To meet the electricity demand expected from new data centers in the Northwest, stakeholders must collaborate to efficiently invest capital and explore controversial solutions like establishing a regional transmission organization, panelists said in a webinar hosted by the Northwest Power and Conservation Council on Dec. 11.
The companies building data centers have “extraordinarily” deep pockets, which means there are a lot of opportunities to fund large infrastructure projects on the backs of individual customers, according to Brian Janous, co-founder and chief commercial officer at Cloverleaf Infrastructure.
Companies already have showcased their willingness to fund energy infrastructure, Janous said.
Some recent examples include GE Vernova and ExxonMobil announcing new natural gas projects to meet data center demand. On Dec. 10, Google partnered with renewable energy developer Intersect Power and clean energy investor TPG Rise Climate to power the search giant’s data centers.
“The problem that we have is not that there’s not capital,” said Janous. “The problem we have is there’s not that many opportunities right now to invest that capital efficiently.”
Planners need to change their mentality around flexibility and speed to boost investments in power systems and other benefits data centers can bring to a region, Janous said.
Robert Cromwell, consultant and former vice president of power supply at the Umatilla Electric Cooperative, agreed.
“There is an enormous opportunity for the balancing authority areas or the transmission service providers to integrate operations with the data center campuses when they’re built,” Cromwell said.
But council member Douglas Grob questioned whether it’s possible to integrate data center customers at the speed they ask for, saying states are slowed by their own rules and court systems.
Cromwell said the answer “would be a regional transmission organization or an independent system operator where all the different balancing authorities in the West merge and you have a single entity that’s dispatching load and generation collectively.”
Cromwell said there’s growing recognition RTOs are a more efficient approach, “but it runs directly contrary to some of the core values within public power.”
“It’s something that just rubs a lot of people the wrong way, and you’ve just got to be honest about that,” Cromwell said. “But candidly, I’ve been working on these issues for a good chunk of my career, and I don’t see another path that will solve our problem.”
Sarah Smith, a research scientist with the federally funded Lawrence Berkeley National Laboratory, said there’s an opportunity to be creative, but it “will take some new ideas and new models.”
Smith noted the federal government is focused on speeding up new transmission by improving the permitting process and the interconnection queue, “both on the generation side and the load side.”
However, there are other avenues for regions to successfully attract data centers, which can be advantageous for local governments, Smith said.
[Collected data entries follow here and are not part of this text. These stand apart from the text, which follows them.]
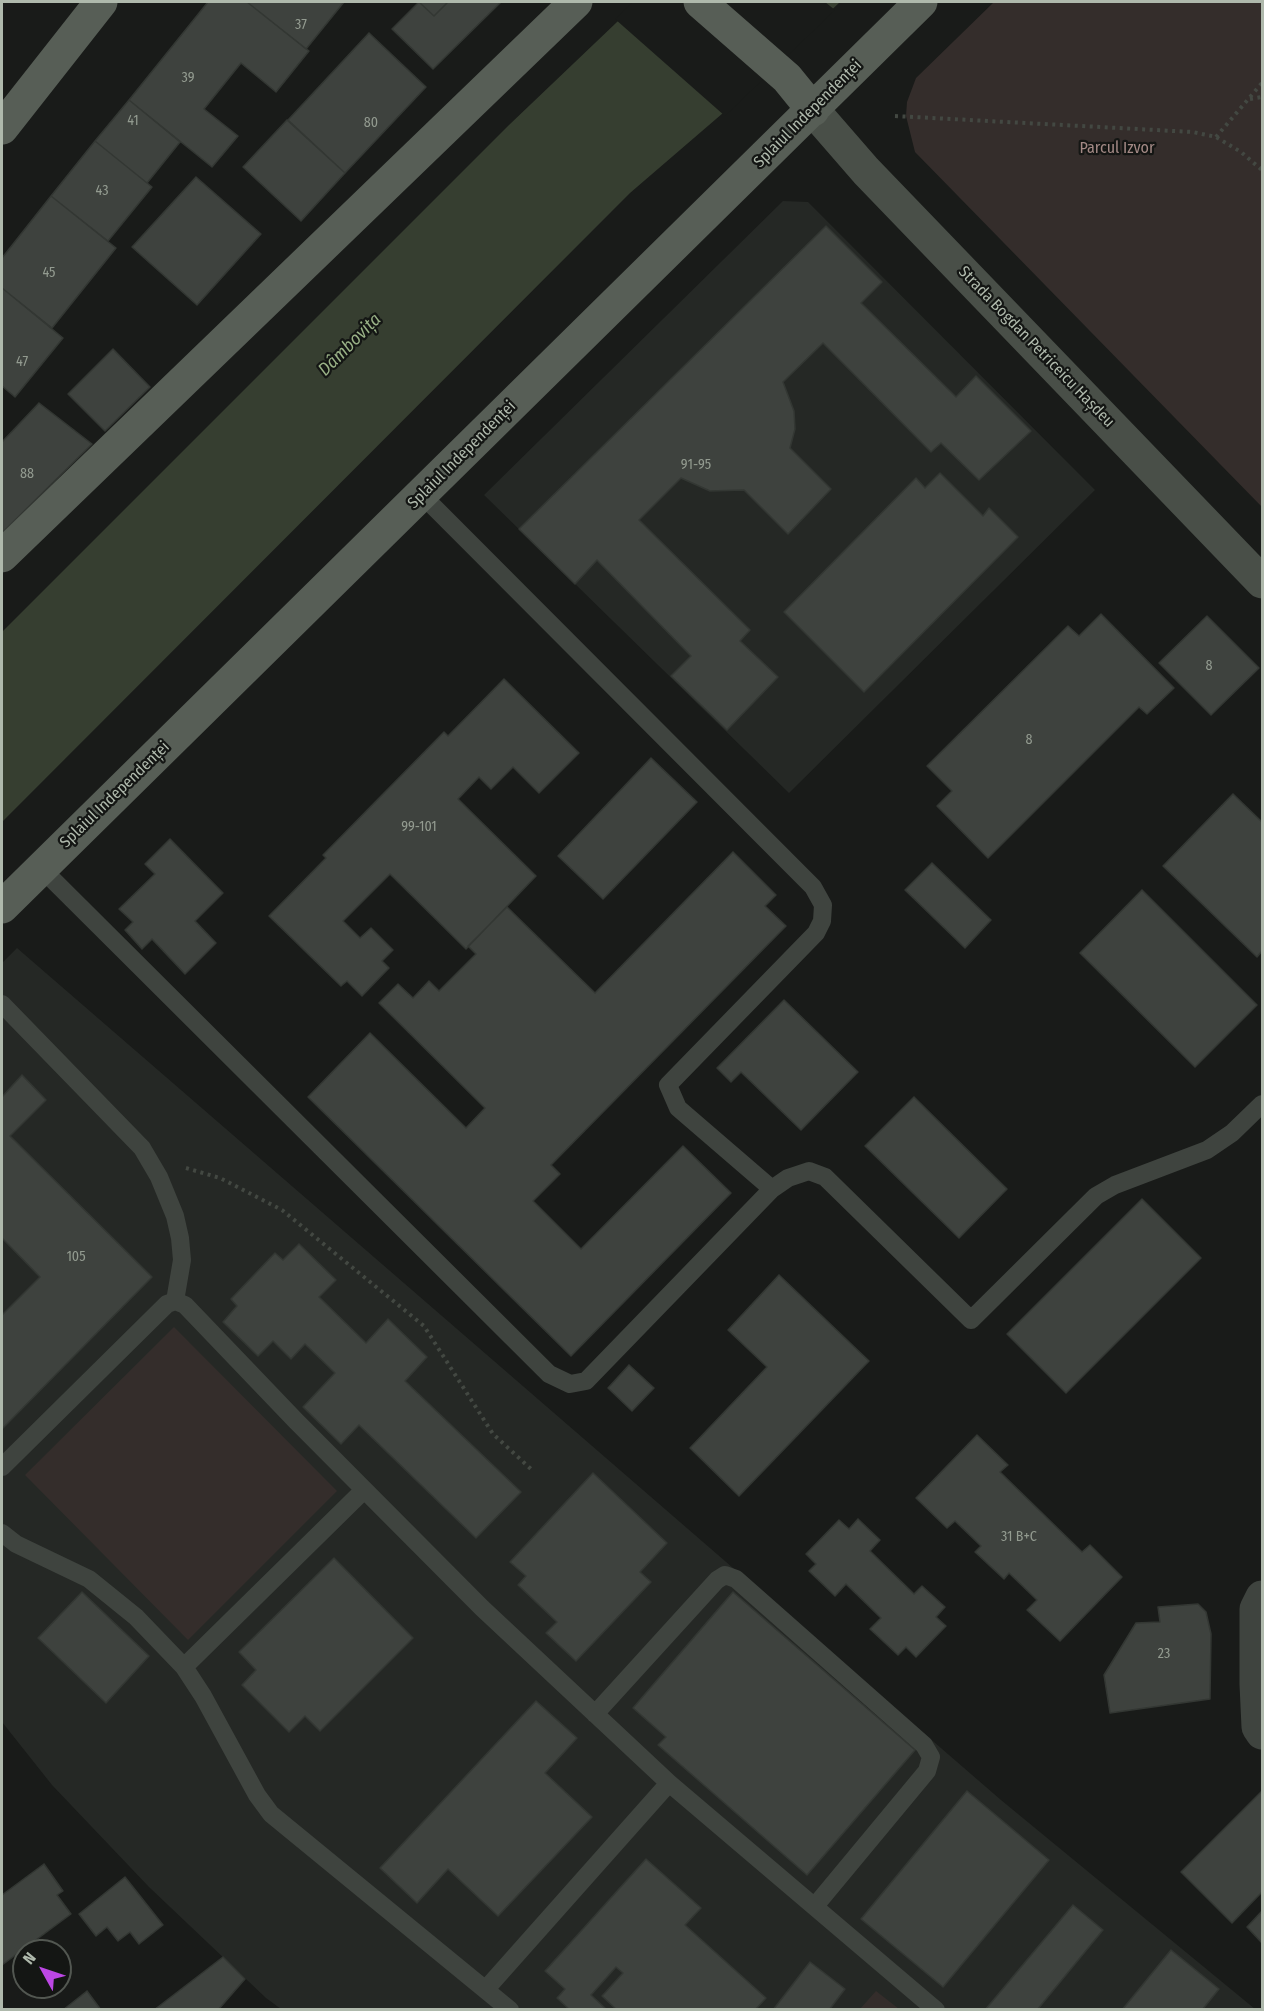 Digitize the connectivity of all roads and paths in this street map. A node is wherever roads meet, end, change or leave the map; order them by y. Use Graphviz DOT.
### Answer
graph roads {
  1 [pos="101,2"];
  2 [pos="576,2"];
  3 [pos="700,2"];
  4 [pos="921,2"];
  5 [pos="1263,83"];
  6 [pos="1263,97"];
  7 [pos="1249,99"];
  8 [pos="813,110"];
  9 [pos="895,116"];
  10 [pos="2,128"];
  11 [pos="1216,137"];
  12 [pos="1263,170"];
  13 [pos="422,495"];
  14 [pos="2,556"];
  15 [pos="1263,582"];
  16 [pos="41,868"];
  17 [pos="2,907"];
  18 [pos="2,1004"];
  19 [pos="1263,1104"];
  20 [pos="142,1148"];
  21 [pos="772,1189"];
  22 [pos="175,1301"];
  23 [pos="2,1467"];
  24 [pos="532,1470"];
  25 [pos="364,1490"];
  26 [pos="2,1533"];
  27 [pos="1263,1596"];
  28 [pos="184,1667"];
  29 [pos="596,1714"];
  30 [pos="1263,1733"];
  31 [pos="669,1783"];
  32 [pos="814,1906"];
  33 [pos="486,1989"];
  34 [pos="510,2010"];
  35 [pos="936,2010"];
  1 -- 10 [label="main road"];
  2 -- 14 [label="main road"];
  3 -- 8 [label="main road"];
  4 -- 8 [label="main road, Splaiul Independenței"];
  5 -- 7 [label="path"];
  6 -- 7 [label="path"];
  7 -- 11 [label="path"];
  8 -- 13 [label="main road, Splaiul Independenței"];
  8 -- 15 [label="main road, Strada Bogdan Petriceicu Hașdeu"];
  9 -- 11 [label="path"];
  11 -- 12 [label="path"];
  13 -- 16 [label="main road, Splaiul Independenței"];
  13 -- 21 [label="lane"];
  16 -- 17 [label="main road, Splaiul Independenței"];
  16 -- 21 [label="lane"];
  18 -- 20 [label="lane"];
  19 -- 21 [label="lane"];
  20 -- 22 [label="lane"];
  20 -- 24 [label="path"];
  22 -- 23 [label="lane"];
  22 -- 25 [label="lane"];
  25 -- 28 [label="lane"];
  25 -- 29 [label="lane"];
  26 -- 28 [label="lane"];
  27 -- 30 [label="street"];
  28 -- 33 [label="lane"];
  29 -- 31 [label="lane"];
  29 -- 32 [label="lane"];
  31 -- 32 [label="lane"];
  31 -- 33 [label="lane"];
  32 -- 35 [label="lane"];
  33 -- 34 [label="lane"];
} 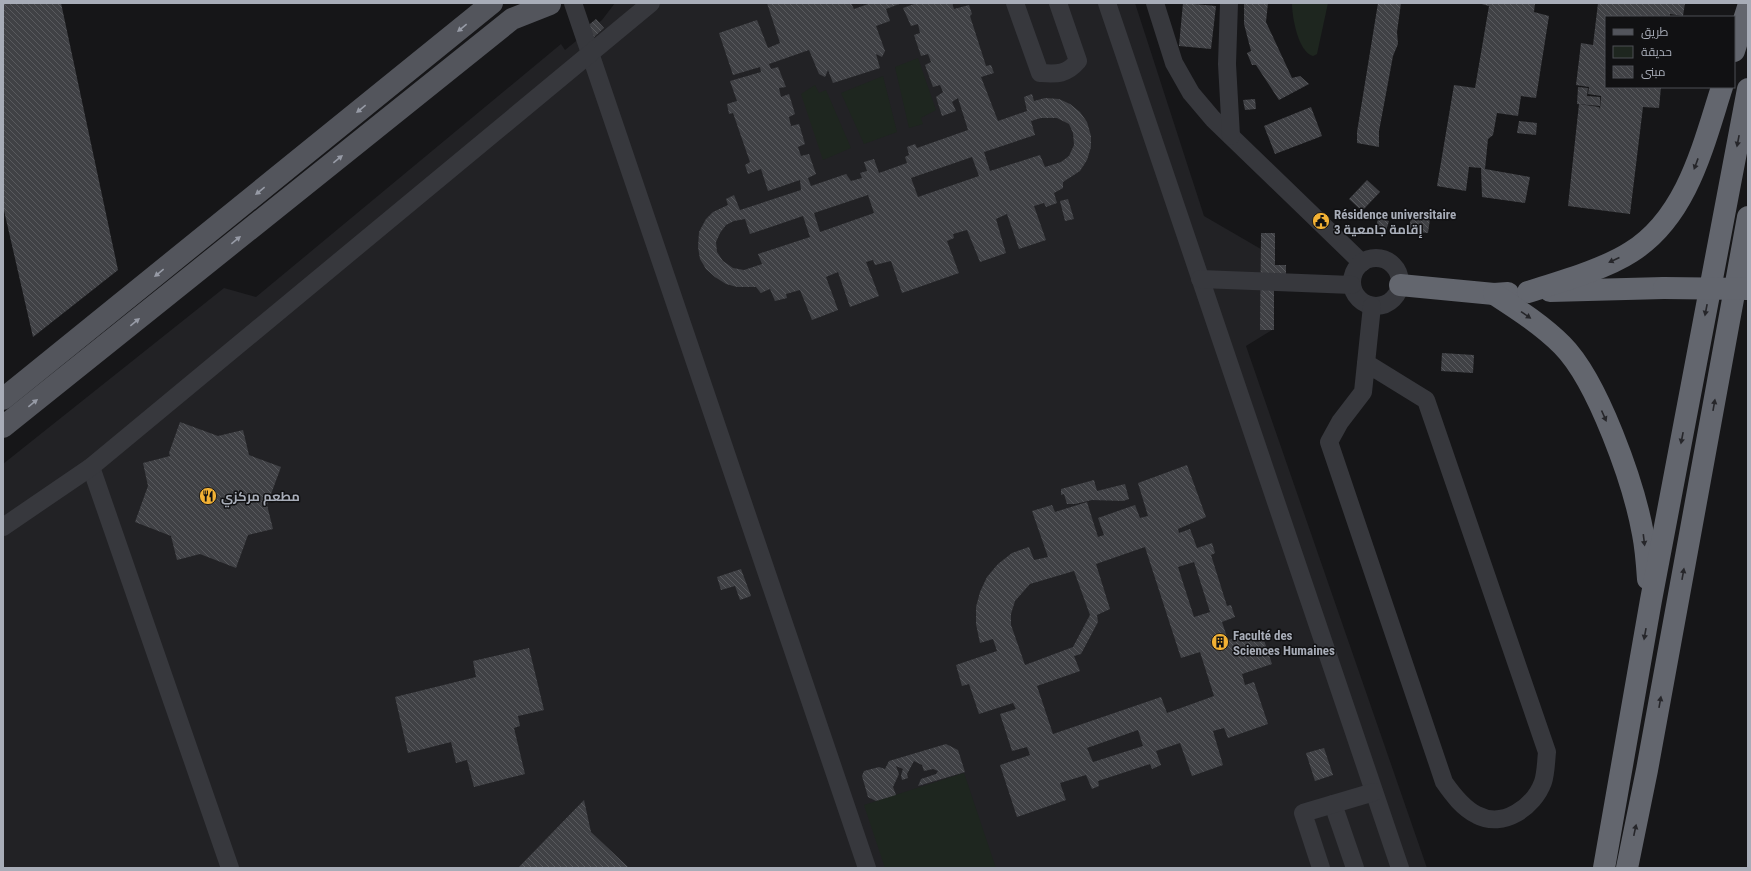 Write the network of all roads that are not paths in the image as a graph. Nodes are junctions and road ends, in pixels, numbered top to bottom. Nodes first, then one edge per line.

For example, data centers can repurpose old mining sites that already have power infrastructure in place, and “you wouldn’t have to reenter that interconnection queue,” Smith added.
Finding sites “where it’s more feasible to add that load in the short term” can provide regions a chance to offer those sites to data centers so that the “industry isn’t making requests that are really hard to meet when there might be other sites and options on the table,” Smith said.
The Northwest Power and Conservation Council hosted the webinar shortly after the WECC published a report that forecasts “staggering” growth in electricity demand in the Western Interconnection over the next decade.
The report predicts annual demand in the Western Interconnection will grow from 942 TWh in 2025 to 1,134 TWh in 2034. That 20.4% increase is more than four times the 4.5% growth rate from 2013 to 2022 and double the 9.6% growth forecast in 2022 resource plans.